# Saddam's Glock



## TheWookie (Jul 6, 2009)

Was gifted to President Bush from Delta Force Soldiers. Now in the National Archives, possibly to end up on display.







Many American presidents have kept prized possessions within reach during their White House years. Franklin D. Roosevelt cherished a 19th century ship model of the U.S.S. Constitution. One of Dwight D. Eisenhower’s favorite gifts was an engraved Steuben glass bowl from his cabinet. And sitting on John F. Kennedy’s desk in the Oval Office was a paperweight made from a coconut shell he had carved with a distress message after his PT-109 was sunk during World War II.

The objects have been bequeathed to the American public, accessible through a visit to each man’s presidential library and museum. And so when the library for George W. Bush opens in 2013 on the campus of Southern Methodist University in Dallas, visitors will most likely get to see one of his most treasured items: Saddam Hussein’s pistol.

The gun, a 9 millimeter Glock 18C, was found in the spider hole where the Iraqi leader was captured in December 2003 by Delta Force soldiers, four of whom later presented the pistol to Mr. Bush. Among the thousands of gifts Mr. Bush received as president, the gun became a favorite, a reminder of the pinnacle moment of the Iraq war, according to friends and long-time associates.

Before Mr. Bush left the White House in January, he made arrangements for the gun to be shipped to a national archives warehouse just 18 miles north of his new home in Dallas. His foundation said a final decision had not been made on including the gun in the presidential library. But his associates and visitors to the White House said Mr. Bush had told them of his intention to display it there. 

For nearly five years, Mr. Bush kept the mounted, glass-encased pistol in the Oval Office or a study, showing it with pride, especially to military officials, they said. He also let visitors in on a secret: when the pistol was recovered, it was unloaded.

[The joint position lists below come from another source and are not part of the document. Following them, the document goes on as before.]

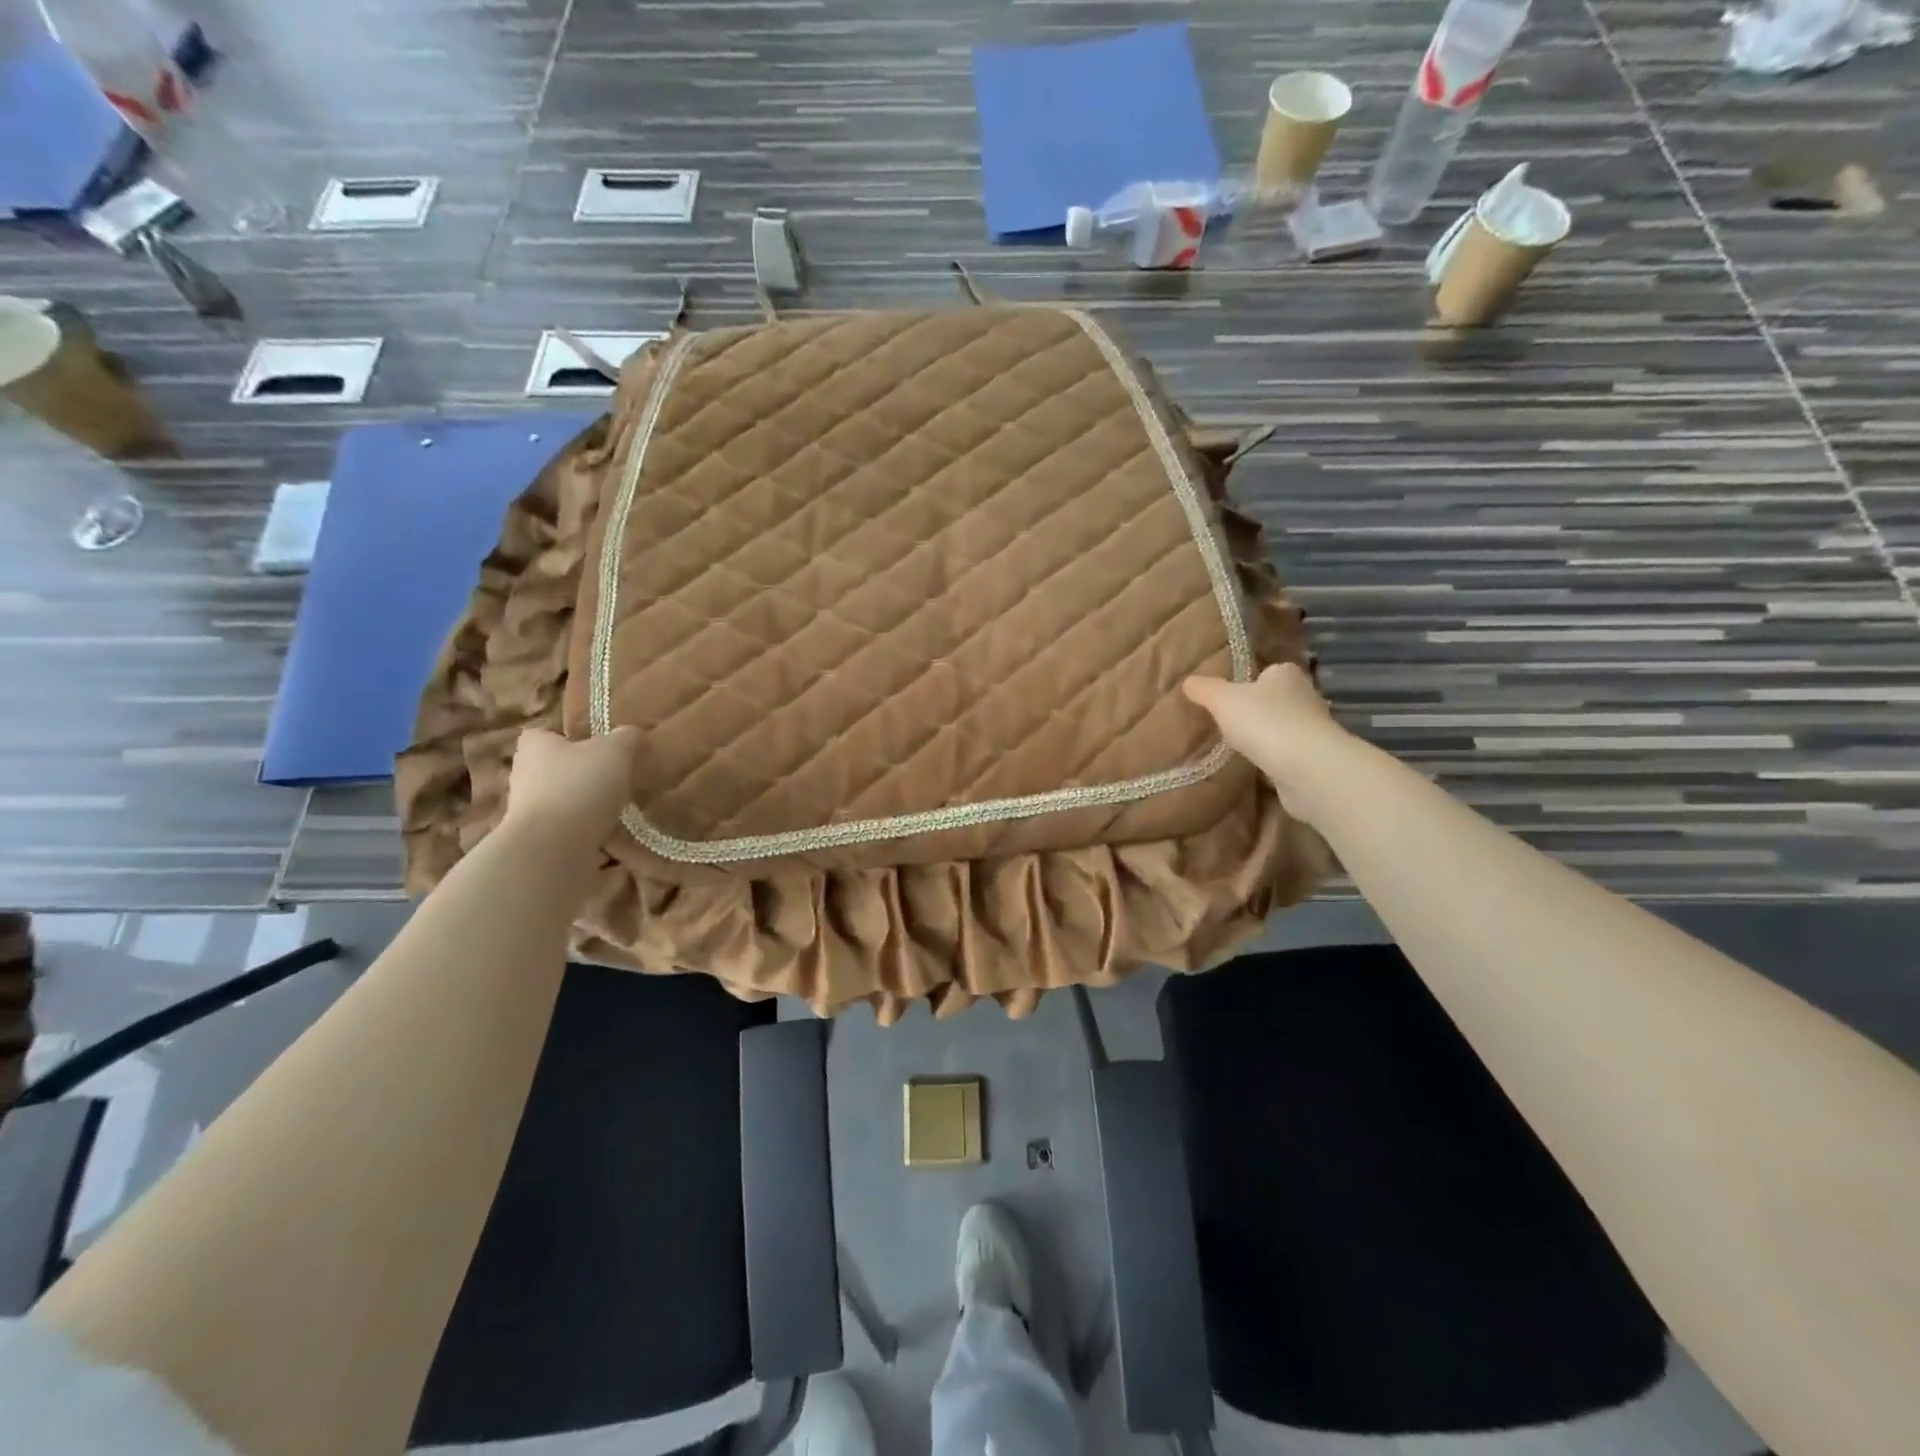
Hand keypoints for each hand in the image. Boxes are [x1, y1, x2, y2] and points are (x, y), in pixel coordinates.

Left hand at [502, 727, 640, 851]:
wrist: (552, 849)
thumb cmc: (579, 786)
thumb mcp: (615, 750)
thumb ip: (627, 738)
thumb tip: (633, 735)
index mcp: (535, 746)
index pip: (547, 733)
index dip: (572, 737)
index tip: (598, 746)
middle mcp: (525, 776)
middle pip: (557, 769)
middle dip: (583, 774)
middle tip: (618, 778)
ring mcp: (530, 812)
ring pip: (565, 802)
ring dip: (589, 807)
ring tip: (624, 811)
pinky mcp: (540, 842)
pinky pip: (572, 833)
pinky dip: (592, 835)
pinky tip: (617, 839)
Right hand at [1183, 664, 1348, 819]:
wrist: (1306, 768)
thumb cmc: (1264, 722)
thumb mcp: (1222, 700)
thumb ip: (1204, 689)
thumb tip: (1188, 681)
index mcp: (1286, 674)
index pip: (1267, 672)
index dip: (1248, 683)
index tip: (1228, 698)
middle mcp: (1306, 696)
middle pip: (1276, 700)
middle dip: (1257, 711)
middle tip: (1228, 724)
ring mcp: (1313, 729)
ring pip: (1283, 728)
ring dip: (1266, 738)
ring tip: (1238, 749)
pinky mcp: (1315, 759)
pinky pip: (1287, 755)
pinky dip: (1274, 760)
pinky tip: (1255, 769)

“We were getting ready to leave the Oval Office, and he told us, ‘Wait a minute, guys, I want to show you something,’ ” recalled Pete Hegseth, the chairman of Vets for Freedom, who described a July 2007 visit. “The president moved back into his private study and he came out with the gun, inside this glass case. He said, ‘The Delta guys pulled it off Saddam.’ He was very proud of it.” 

Mr. Bush also showed Mr. Hegseth another item: a brick from the Iraq safe house where the Qaeda leader Abu Musab al-Zarqawi was killed by an American air strike in 2006.

The gun is among 40,000 artifacts and gifts the Bushes had collected, including the bullhorn Mr. Bush used to address rescue workers at ground zero and a special edition Cooperstown baseball bat signed by every living Hall of Famer. 

Douglas Brinkley, an author and history professor at Rice University, said the pistol opened a psychological window into Mr. Bush’s view of his presidency.

“It represents this Texas notion of the white hats taking out the black hats and keeping the trophy,” Mr. Brinkley said. “It’s a True West magazine kind of pulp western mentality. For President Bush, this pistol represents his greatest moment of triumph, like the F.B.I. keeping Dillinger’s gun. He wants people generations from now to see the gun and say, ‘He got the bad guy.’ ”

Mr. Bush once said his favorite biography was of Sam Houston, the Texas hero who would have kept a gun from a vanquished enemy, Mr. Brinkley said. The fact that Mr. Hussein’s gun was unloaded was an amazing “irony,” he added.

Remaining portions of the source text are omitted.